**TASK GOAL:**
Where a line below holds the string "wordSpacing", count it; then give the total without any other words.

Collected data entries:
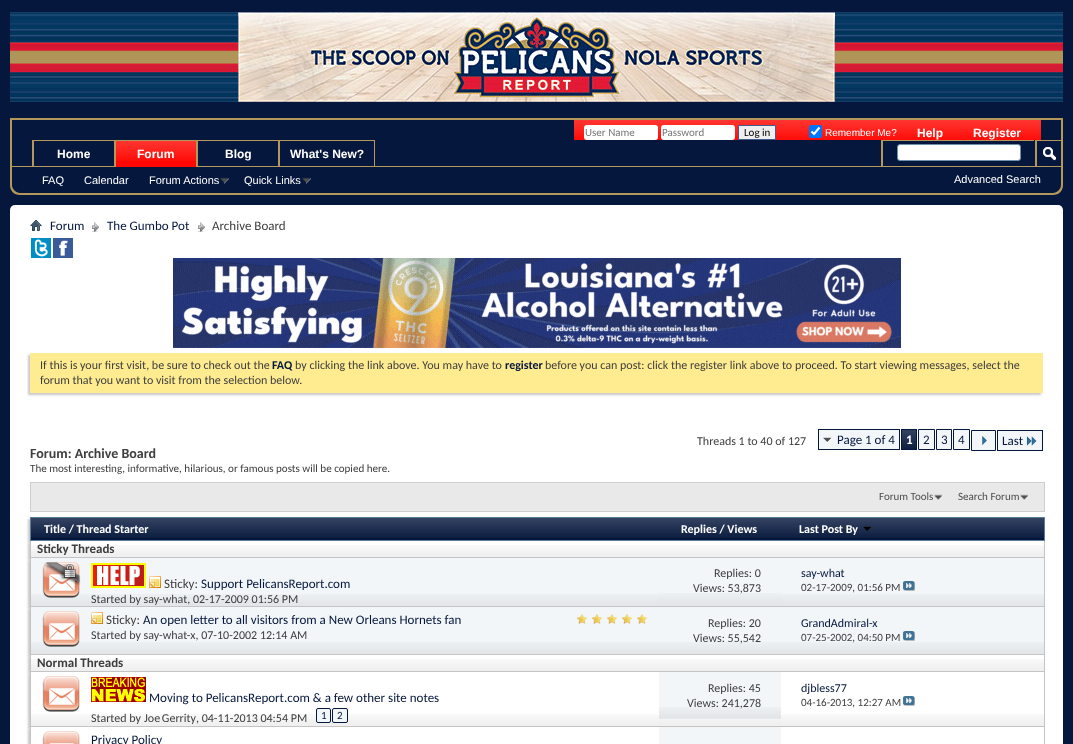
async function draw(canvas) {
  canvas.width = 1073
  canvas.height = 744
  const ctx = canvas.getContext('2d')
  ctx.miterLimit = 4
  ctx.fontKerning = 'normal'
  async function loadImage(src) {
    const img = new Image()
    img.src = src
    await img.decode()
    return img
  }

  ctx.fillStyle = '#05173c'
  ctx.fillRect(0, 0, 1073, 744)
  ctx.drawImage(await loadImage('image0.png'), 10, 12, 228, 90)
  ctx.drawImage(await loadImage('image1.png'), 238, 12, 597, 90)
  ctx.drawImage(await loadImage('image0.png'), 835, 12, 228, 90)
  ctx.fillStyle = '#b4975a'
  ctx.fillRect(10, 118, 1053, 2)
  ctx.fillRect(1061, 118, 2, 22)
  ctx.fillRect(10, 118, 2, 22)
  ctx.fillStyle = '#ff0600'
  ctx.fillRect(574, 120, 467, 20)
  ctx.drawImage(await loadImage('image2.png'), 574, 120, 467, 20)
  ctx.fillStyle = '#fff'
  ctx.beginPath()
  ctx.roundRect(584, 125, 74, 15, 3)
  ctx.fill()
  ctx.font = '11px Carlito'
  ctx.fillStyle = '#777'
  ctx.fillText('User Name', 585, 136)
  ctx.fillStyle = '#fff'
  ctx.beginPath()
  ctx.roundRect(661, 125, 74, 15, 3)
  ctx.fill()
  ctx.fillStyle = '#777'
  ctx.fillText('Password', 662, 136)
  ctx.fillStyle = '#efefef'
  ctx.beginPath()
  ctx.rect(738.5, 125.5, 37, 14)
  ctx.fill()
  ctx.strokeStyle = '#415d8d'
  ctx.stroke()
  ctx.fillStyle = '#000'
  ctx.fillText('Log in', 744, 136)
  ctx.fillStyle = '#0075ff'
  ctx.beginPath()
  ctx.roundRect(809, 125, 13, 13, 2)
  ctx.fill()
  ctx.beginPath()
  ctx.moveTo(811.5, 131.5)
  ctx.lineTo(814, 134)
  ctx.lineTo(819.5, 127.5)
  ctx.strokeStyle = '#fff'
  ctx.lineWidth = 2.1
  ctx.stroke()
  ctx.font = '10px Liberation Sans'
  ctx.fillStyle = '#fff'
  ctx.fillText('Remember Me?', 825, 136)
  ctx.font = 'bold 12px Liberation Sans'
  ctx.fillText('Help', 917, 137)
  ctx.fillText('Register', 973, 137)
  ctx.fillStyle = '#b4975a'
  ctx.beginPath()
  ctx.moveTo(10, 140)
  ctx.lineTo(1063, 140)
  ctx.lineTo(1063, 185)
  ctx.bezierCurveTo(1063, 191, 1059, 195, 1053, 195)
  ctx.lineTo(20, 195)
  ctx.bezierCurveTo(14, 195, 10, 191, 10, 185)
  ctx.closePath()
  ctx.moveTo(12, 140)
  ctx.lineTo(1061, 140)
  ctx.lineTo(1061, 185)
  ctx.bezierCurveTo(1061, 189, 1057, 193, 1053, 193)
  ctx.lineTo(20, 193)
  ctx.bezierCurveTo(16, 193, 12, 189, 12, 185)
  ctx.closePath()
  ctx.fill('evenodd')
  ctx.fillRect(114, 140, 1, 27)
  ctx.fillRect(32, 140, 1, 27)
  ctx.fillRect(33, 140, 81, 1)
  ctx.fillRect(33, 140, 1, 27)
  ctx.fillStyle = '#fff'
  ctx.fillText('Home', 57, 158)
  ctx.fillStyle = '#b4975a'
  ctx.fillRect(196, 140, 1, 26)
  ctx.fillRect(278, 140, 1, 27)
  ctx.fillRect(197, 140, 81, 1)
  ctx.fillRect(197, 140, 1, 27)
  ctx.fillRect(374, 140, 1, 27)
  ctx.fillRect(279, 140, 95, 1)
  ctx.fillRect(279, 140, 1, 27)
  ctx.fillRect(12, 166, 1049, 1)
  ctx.fillStyle = '#ff0600'
  ctx.fillRect(116, 141, 80, 26)
  ctx.drawImage(await loadImage('image3.png'), 116, 141, 80, 20)
  ctx.fillStyle = '#b4975a'
  ctx.fillRect(115, 140, 81, 1)
  ctx.fillRect(115, 140, 1, 27)
  ctx.fillStyle = '#fff'
  ctx.fillText('Forum', 137, 158)
  ctx.fillText('Blog', 225, 158)
  ctx.fillText('What\'s New?', 290, 158)
  ctx.font = '11px Liberation Sans'
  ctx.fillText('FAQ', 42, 184)
  ctx.fillText('Calendar', 84, 184)
  ctx.fillText('Forum Actions', 149, 184)
  ctx.drawImage(await loadImage('image4.png'), 220, 177, 9, 7)
  ctx.fillText('Quick Links', 244, 184)
  ctx.drawImage(await loadImage('image4.png'), 302, 177, 9, 7)
  ctx.fillStyle = '#b4975a'
  ctx.fillRect(881, 140, 1, 26)
  ctx.fillRect(882, 140, 152, 1)
  ctx.fillRect(882, 140, 1, 26)
  ctx.fillStyle = '#fff'
  ctx.beginPath()
  ctx.roundRect(897.5, 144.5, 123, 16, 2.5)
  ctx.fill()
  ctx.strokeStyle = '#6b91ab'
  ctx.lineWidth = 1
  ctx.stroke()
  ctx.fillStyle = '#b4975a'
  ctx.fillRect(1035, 140, 1, 26)
  ctx.fillRect(1036, 140, 25, 1)
  ctx.fillRect(1036, 140, 1, 26)
  ctx.drawImage(await loadImage('image5.png'), 1043, 147, 13, 14)
  ctx.fillStyle = '#fff'
  ctx.fillText('Advanced Search', 954, 183)
  ctx.beginPath()
  ctx.roundRect(10, 205, 1053, 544, 5)
  ctx.fill()
  ctx.drawImage(await loadImage('image6.png'), 30, 220, 12, 11)
  ctx.drawImage(await loadImage('image7.png'), 92, 222, 7, 10)
  ctx.font = '13px Carlito'
  ctx.fillStyle = '#05173c'
  ctx.fillText('Forum', 50, 230)
  ctx.drawImage(await loadImage('image7.png'), 198, 222, 7, 10)
  ctx.fillText('The Gumbo Pot', 107, 230)
  ctx.fillStyle = '#3e3e3e'
  ctx.fillText('Archive Board', 212, 230)
  ctx.drawImage(await loadImage('image8.png'), 31, 238, 20, 20)
  ctx.drawImage(await loadImage('image9.png'), 53, 238, 20, 20)
  ctx.drawImage(await loadImage('image10.png'), 173, 258, 728, 90)
  ctx.fillStyle = '#c8c8c8'
  ctx.filter = 'blur(1px)'
  ctx.beginPath()
  ctx.rect(28, 355, 1013, 40)
  ctx.fill()
  ctx.filter = 'none'
  ctx.fillStyle = '#ffeb90'
  ctx.fillRect(30, 353, 1013, 40)
  ctx.font = '12px Carlito'
  ctx.fillStyle = '#3e3e3e'
  ctx.fillText('If this is your first visit, be sure to check out the', 40, 369)
  ctx.font = 'bold 12px Carlito'
  ctx.fillStyle = '#05173c'
  ctx.fillText('FAQ', 272, 369)
  ctx.font = '12px Carlito'
  ctx.fillStyle = '#3e3e3e'
  ctx.fillText('by clicking the link above. You may have to', 295, 369)
  ctx.font = 'bold 12px Carlito'
  ctx.fillStyle = '#05173c'
  ctx.fillText('register', 505, 369)
  ctx.font = '12px Carlito'
  ctx.fillStyle = '#3e3e3e'
  ctx.fillText('before you can post: click the register link above to proceed. To start viewing messages, select the', 545, 369)
  ctx.fillText('forum that you want to visit from the selection below.', 40, 384)
  ctx.fillText('Threads 1 to 40 of 127', 697, 445)
  ctx.fillStyle = '#f2f6f8'
  ctx.fillRect(819, 430, 80, 19)
  ctx.drawImage(await loadImage('image11.png'), 823, 437, 9, 6)
  ctx.strokeStyle = '#05173c'
  ctx.strokeRect(818.5, 429.5, 81, 20)
  ctx.font = '13px Carlito'
  ctx.fillStyle = '#05173c'
  ctx.fillText('Page 1 of 4', 837, 444)
  ctx.fillRect(902, 430, 14, 19)
  ctx.drawImage(await loadImage('image12.png'), 902, 430, 14, 19)
  ctx.strokeRect(901.5, 429.5, 15, 20)
  ctx.font = 'bold 13px Carlito'
  ctx.fillStyle = '#fff'
  ctx.fillText('1', 906, 444)
  ctx.fillStyle = '#f2f6f8'
  ctx.beginPath()
  ctx.rect(918.5, 429.5, 16, 20)
  ctx.fill()
  ctx.stroke()
  ctx.font = '13px Carlito'
  ctx.fillStyle = '#05173c'
  ctx.fillText('2', 923, 444)
  ctx.fillStyle = '#f2f6f8'
  ctx.beginPath()
  ctx.rect(936.5, 429.5, 15, 20)
  ctx.fill()
  ctx.stroke()
  ctx.fillStyle = '#05173c'
  ctx.fillText('3', 941, 444)
  ctx.fillStyle = '#f2f6f8'
  ctx.beginPath()
  ctx.rect(953.5, 429.5, 16, 20)
  ctx.fill()
  ctx.stroke()
  ctx.fillStyle = '#05173c'
  ctx.fillText('4', 958, 444)
  ctx.fillStyle = '#f2f6f8'
  ctx.beginPath()
  ctx.rect(971.5, 430.5, 24, 20)
  ctx.fill()
  ctx.stroke()
  ctx.drawImage(await loadImage('image13.png'), 982, 436, 5, 9)
  ctx.fillRect(998, 431, 44, 19)
  ctx.fillStyle = '#05173c'
  ctx.fillText('Last', 1002, 445)
  ctx.fillRect(997, 430, 46, 1)
  ctx.fillRect(997, 450, 26, 1)
  ctx.fillRect(997, 430, 1, 21)
  ctx.fillRect(1042, 430, 1, 21)
  ctx.fillRect(1023, 450, 20, 1)
  ctx.drawImage(await loadImage('image14.png'), 1027, 436, 10, 10)
  ctx.font = 'bold 14px Carlito'
  ctx.fillStyle = '#3e3e3e'
  ctx.fillText('Forum: Archive Board', 30, 458)
  ctx.font = '11.05px Carlito'
  ctx.fillText('The most interesting, informative, hilarious, or famous posts will be copied here.', 30, 472)
  ctx.fillStyle = '#e9e9e9'
  ctx.fillRect(31, 484, 1013, 27)
  ctx.fillStyle = '#ededed'
  ctx.fillRect(30, 483, 1015, 1)
  ctx.strokeStyle = '#cecece'
  ctx.strokeRect(30.5, 482.5, 1014, 29)
  ctx.drawImage(await loadImage('image15.png'), 934, 494, 9, 7)
  ctx.font = '11px Carlito'
  ctx.fillStyle = '#4e4e4e'
  ctx.fillText('Forum Tools', 879, 500)
  ctx.drawImage(await loadImage('image15.png'), 1020, 494, 9, 7)
  ctx.fillText('Search Forum', 958, 500)
  ctx.fillStyle = '#c8c8c8'
  ctx.filter = 'blur(1px)'
  ctx.beginPath()
  ctx.rect(28, 519, 1015, 24)
  ctx.fill()
  ctx.filter = 'none'
  ctx.fillStyle = '#05173c'
  ctx.fillRect(31, 518, 1013, 22)
  ctx.drawImage(await loadImage('image16.png'), 31, 518, 1013, 20)
  ctx.strokeStyle = '#5a7f97'
  ctx.strokeRect(30.5, 517.5, 1014, 23)
  ctx.font = 'bold 12px Carlito'
  ctx.fillStyle = '#fff'
  ctx.fillText('Title / Thread Starter', 44, 533)
  ctx.fillText('Replies / Views', 681, 533)
  ctx.fillText('Last Post By', 799, 533)
  ctx.drawImage(await loadImage('image17.png'), 863, 526, 9, 5)
  ctx.fillStyle = '#c8c8c8'
  ctx.filter = 'blur(1px)'
  ctx.beginPath()
  ctx.rect(28, 543, 1013, 17)
  ctx.fill()
  ctx.filter = 'none'
  ctx.fillStyle = '#fff'
  ctx.fillRect(31, 541, 1013, 16)
  ctx.drawImage(await loadImage('image18.png'), 31, 545, 1013, 12)
  ctx.fillStyle = '#c4c4c4'
  ctx.fillRect(1044, 541, 1, 17)
  ctx.fillRect(30, 557, 1015, 1)
  ctx.fillRect(30, 541, 1, 17)
  ctx.font = 'bold 13px Carlito'
  ctx.fillStyle = '#3e3e3e'
  ctx.fillText('Sticky Threads', 37, 553)
  ctx.fillStyle = '#c8c8c8'
  ctx.filter = 'blur(1px)'
  ctx.beginPath()
  ctx.rect(28, 560, 1013, 49)
  ctx.fill()
  ctx.filter = 'none'
  ctx.fillStyle = '#f2f6f8'
  ctx.fillRect(31, 558, 1013, 48)
  ctx.drawImage(await loadImage('image19.png'), 31, 594, 1013, 12)
  ctx.fillStyle = '#c4c4c4'
  ctx.fillRect(1044, 558, 1, 49)
  ctx.fillRect(30, 606, 1015, 1)
  ctx.fillRect(30, 558, 1, 49)
  ctx.drawImage(await loadImage('image20.png'), 42, 562, 39, 36)
  ctx.drawImage(await loadImage('image21.png'), 91, 563, 55, 25)
  ctx.drawImage(await loadImage('image22.png'), 149, 576, 12, 12)
  ctx.font = '13px Carlito'
  ctx.fillStyle = '#3e3e3e'
  ctx.fillText('Sticky:', 164, 588)
  ctx.fillStyle = '#05173c'
  ctx.fillText('Support PelicansReport.com', 201, 588)
  ctx.font = '12px Carlito'
  ctx.fillStyle = '#3e3e3e'
  ctx.fillText('Started by say-what, 02-17-2009 01:56 PM', 91, 603)
  ctx.fillStyle = '#f2f6f8'
  ctx.fillRect(659, 594, 122, 11)
  ctx.drawImage(await loadImage('image23.png'), 659, 593, 122, 12)
  ctx.fillStyle = '#3e3e3e'
  ctx.fillText('Replies: 0', 714, 577)
  ctx.fillText('Views: 53,873', 693, 592)
  ctx.fillStyle = '#05173c'
  ctx.fillText('say-what', 801, 577)
  ctx.font = '11px Carlito'
  ctx.fillStyle = '#3e3e3e'
  ctx.fillText('02-17-2009, 01:56 PM', 801, 591)
  ctx.drawImage(await loadImage('image24.png'), 903, 581, 12, 10)
  ctx.fillStyle = '#c8c8c8'
  ctx.filter = 'blur(1px)'
  ctx.beginPath()
  ctx.rect(28, 609, 1013, 48)
  ctx.fill()
  ctx.filter = 'none'
  ctx.fillStyle = '#f2f6f8'
  ctx.fillRect(31, 607, 1013, 47)
  ctx.drawImage(await loadImage('image19.png'), 31, 642, 1013, 12)
  ctx.fillStyle = '#c4c4c4'
  ctx.fillRect(1044, 607, 1, 48)
  ctx.fillRect(30, 654, 1015, 1)
  ctx.fillRect(30, 607, 1, 48)
  ctx.drawImage(await loadImage('image25.png'), 42, 611, 38, 36)
  ctx.drawImage(await loadImage('image26.png'), 577, 614, 70, 10)
  ctx.drawImage(await loadImage('image22.png'), 91, 612, 12, 12)
  ctx.font = '13px Carlito'
  ctx.fillStyle = '#3e3e3e'
  ctx.fillText('Sticky:', 106, 624)
  ctx.fillStyle = '#05173c'
  ctx.fillText('An open letter to all visitors from a New Orleans Hornets fan', 143, 624)
  ctx.font = '12px Carlito'
  ctx.fillStyle = '#3e3e3e'
  ctx.fillText('Started by say-what-x, 07-10-2002 12:14 AM', 91, 639)
  ctx.fillStyle = '#f2f6f8'
  ctx.fillRect(659, 642, 122, 12)
  ctx.drawImage(await loadImage('image23.png'), 659, 642, 122, 12)
  ctx.fillStyle = '#3e3e3e'
  ctx.fillText('Replies: 20', 708, 627)
  ctx.fillText('Views: 55,542', 693, 642)
  ctx.fillStyle = '#05173c'
  ctx.fillText('GrandAdmiral-x', 801, 627)
  ctx.font = '11px Carlito'
  ctx.fillStyle = '#3e3e3e'
  ctx.fillText('07-25-2002, 04:50 PM', 801, 641)
  ctx.drawImage(await loadImage('image24.png'), 903, 631, 12, 10)
  ctx.fillStyle = '#c8c8c8'
  ctx.filter = 'blur(1px)'
  ctx.beginPath()
  ctx.rect(28, 657, 1013, 17)
  ctx.fill()
  ctx.filter = 'none'
  ctx.fillStyle = '#fff'
  ctx.fillRect(31, 655, 1012, 16)
  ctx.drawImage(await loadImage('image18.png'), 31, 659, 1013, 12)
  ctx.fillStyle = '#c4c4c4'
  ctx.fillRect(1044, 655, 1, 17)
  ctx.fillRect(30, 671, 1015, 1)
  ctx.fillRect(30, 655, 1, 17)
  ctx.font = 'bold 13px Carlito'
  ctx.fillStyle = '#3e3e3e'
  ctx.fillText('Normal Threads', 37, 667)
  ctx.fillStyle = '#c8c8c8'
  ctx.filter = 'blur(1px)'
  ctx.beginPath()
  ctx.rect(28, 674, 1013, 55)
  ctx.fill()
  ctx.filter = 'none'
  ctx.fillStyle = '#fff'
  ctx.fillRect(31, 672, 1012, 54)
  ctx.drawImage(await loadImage('image18.png'), 31, 714, 1013, 12)
  ctx.fillStyle = '#c4c4c4'
  ctx.fillRect(1044, 672, 1, 55)
  ctx.fillRect(30, 726, 1015, 1)
  ctx.fillRect(30, 672, 1, 55)
  ctx.drawImage(await loadImage('image27.png'), 42, 676, 38, 36)
  ctx.drawImage(await loadImage('image28.png'), 91, 677, 55, 25)
  ctx.font = '13px Carlito'
  ctx.fillStyle = '#05173c'
  ctx.fillText('Moving to PelicansReport.com & a few other site notes', 149, 702)
  ctx.font = '12px Carlito'
  ctx.fillStyle = '#3e3e3e'
  ctx.fillText('Started by', 91, 722)
  ctx.wordSpacing = '-1px'
  ctx.fillText('Joe Gerrity', 144, 722)
  ctx.wordSpacing = '0px'
  ctx.fillText(', 04-11-2013 04:54 PM', 196, 722)
  ctx.fillStyle = '#f2f6f8'
  ctx.beginPath()
  ctx.roundRect(316.5, 708.5, 14, 14, 1.5)
  ctx.fill()
  ctx.strokeStyle = '#05173c'
  ctx.stroke()
  ctx.font = '11px Carlito'
  ctx.fillStyle = '#05173c'
  ctx.fillText('1', 321, 719)
  ctx.fillStyle = '#f2f6f8'
  ctx.beginPath()
  ctx.roundRect(332.5, 708.5, 15, 14, 1.5)
  ctx.fill()
  ctx.stroke()
  ctx.fillStyle = '#05173c'
  ctx.fillText('2', 337, 719)
  ctx.fillStyle = '#f2f6f8'
  ctx.fillRect(659, 672, 122, 47)
  ctx.drawImage(await loadImage('image23.png'), 659, 707, 122, 12)
  ctx.font = '12px Carlito'
  ctx.fillStyle = '#3e3e3e'
  ctx.fillText('Replies: 45', 708, 692)
  ctx.fillText('Views: 241,278', 687, 707)
  ctx.fillStyle = '#05173c'
  ctx.fillText('djbless77', 801, 692)
  ctx.font = '11px Carlito'
  ctx.fillStyle = '#3e3e3e'
  ctx.fillText('04-16-2013, 12:27 AM', 801, 706)
  ctx.drawImage(await loadImage('image29.png'), 903, 696, 12, 10)
  ctx.fillStyle = '#c8c8c8'
  ctx.filter = 'blur(1px)'
  ctx.beginPath()
  ctx.rect(28, 729, 1013, 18)
  ctx.fill()
  ctx.filter = 'none'
  ctx.fillStyle = '#fff'
  ctx.fillRect(31, 727, 1012, 17)
  ctx.fillStyle = '#c4c4c4'
  ctx.fillRect(1044, 727, 1, 17)
  ctx.fillRect(30, 727, 1, 17)
  ctx.drawImage(await loadImage('image30.png'), 42, 731, 38, 13)
  ctx.font = '13px Carlito'
  ctx.fillStyle = '#05173c'
  ctx.fillText('Privacy Policy', 91, 744)
  ctx.fillStyle = '#f2f6f8'
  ctx.fillRect(659, 727, 122, 17)
}

draw(document.querySelector('canvas'))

**TASK RESULT:**
2